Qual è stato il momento più brutto di quei giorni?
C’è un momento che ricordo sempre. C’era l’assedio alle griglie. Mi giungevano notizie di rotture dei black bloc in piazza Paolo da Novi. Io cercai di indurre i manifestanti in piazza Dante a rinunciare all’assedio per consentire alle forze dell’ordine di andare a porre rimedio alle devastazioni. Ottenni un risultato positivo. Quando avevo parlato col megafono di fronte alla Banca d’Italia, mentre mi allontanavo mi giunse la notizia della morte di Carlo Giuliani. Mi recai a piedi in prefettura. C’era il presidente Ciampi, parlai con lui di questo e anche lui era molto addolorato. Questo è un momento che rimane drammaticamente presente.

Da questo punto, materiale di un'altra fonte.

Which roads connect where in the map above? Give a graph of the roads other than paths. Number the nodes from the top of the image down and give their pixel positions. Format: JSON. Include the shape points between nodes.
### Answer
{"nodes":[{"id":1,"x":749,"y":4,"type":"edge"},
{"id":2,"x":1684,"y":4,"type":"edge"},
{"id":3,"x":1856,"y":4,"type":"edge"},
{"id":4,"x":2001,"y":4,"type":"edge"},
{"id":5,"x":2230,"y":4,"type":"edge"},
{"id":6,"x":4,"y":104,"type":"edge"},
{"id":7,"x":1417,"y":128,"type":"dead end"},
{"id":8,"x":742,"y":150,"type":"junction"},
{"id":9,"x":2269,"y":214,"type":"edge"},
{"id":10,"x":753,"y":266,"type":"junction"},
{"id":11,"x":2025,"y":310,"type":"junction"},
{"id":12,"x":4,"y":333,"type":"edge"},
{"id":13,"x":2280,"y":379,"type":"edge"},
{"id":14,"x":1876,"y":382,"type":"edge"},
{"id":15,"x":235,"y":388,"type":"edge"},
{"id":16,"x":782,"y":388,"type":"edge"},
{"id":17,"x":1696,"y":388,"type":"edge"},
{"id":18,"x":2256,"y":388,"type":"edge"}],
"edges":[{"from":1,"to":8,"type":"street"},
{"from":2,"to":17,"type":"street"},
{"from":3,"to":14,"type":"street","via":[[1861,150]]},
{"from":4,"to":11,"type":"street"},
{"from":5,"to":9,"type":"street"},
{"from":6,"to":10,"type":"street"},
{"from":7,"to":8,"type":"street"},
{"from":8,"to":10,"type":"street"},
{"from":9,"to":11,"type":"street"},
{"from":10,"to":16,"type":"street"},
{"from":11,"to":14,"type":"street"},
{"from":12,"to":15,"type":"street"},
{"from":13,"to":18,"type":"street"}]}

Al di là dei processi che si sono tenuti, chi è responsabile di quella morte?
Non lo sappiamo. La responsabilità non è tanto della morte, secondo me, quanto dell’insieme. Non sappiamo come mai è stato consentito l’ingresso in città dei casseur, non sappiamo com’erano preparate le forze di polizia e i carabinieri per gestire questo fenomeno, non sappiamo se siano sopravvenuti ordini di comportamenti drammatici come quelli della Diaz e di Bolzaneto. Come Comune avevamo sempre chiesto una commissione d’inchiesta del Parlamento, perché le responsabilità che accerta il giudice penale sono quelle personali, del singolo agente o funzionario di polizia o del carabiniere che ha sparato uccidendo Carlo Giuliani, ma il perché tutto questo sia accaduto, se sia stato una casualità oppure ci fossero disegni preordinati, non lo sapremo. Questa inchiesta non fu mai decisa. Farla oggi non avrebbe senso. Oggi possiamo denunciare questo vuoto, che è un vuoto grave.
Perché il Comune non si è mai costituito parte civile nei processi sui fatti della Diaz e di Bolzaneto?
Io ho sempre rifiutato i gesti che non abbiano una base giuridica. Non c’erano i presupposti giuridici per una costituzione in parte civile che sarebbe stata rifiutata dal giudice. Io di professione ho fatto l’avvocato e i gesti eclatanti non mi sono mai piaciuti. La cosa fu particolarmente grave perché Rifondazione Comunista uscì dalla mia giunta e si spaccò.
C’è qualche sassolino che vuole togliersi dalla scarpa, a vent’anni di distanza?
La cosa che mi diede più fastidio fu l’impreparazione dei governi, non tanto del governo Berlusconi ma del governo precedente che non si era preparato bene. Ma è un sassolino che mi ero già tolto.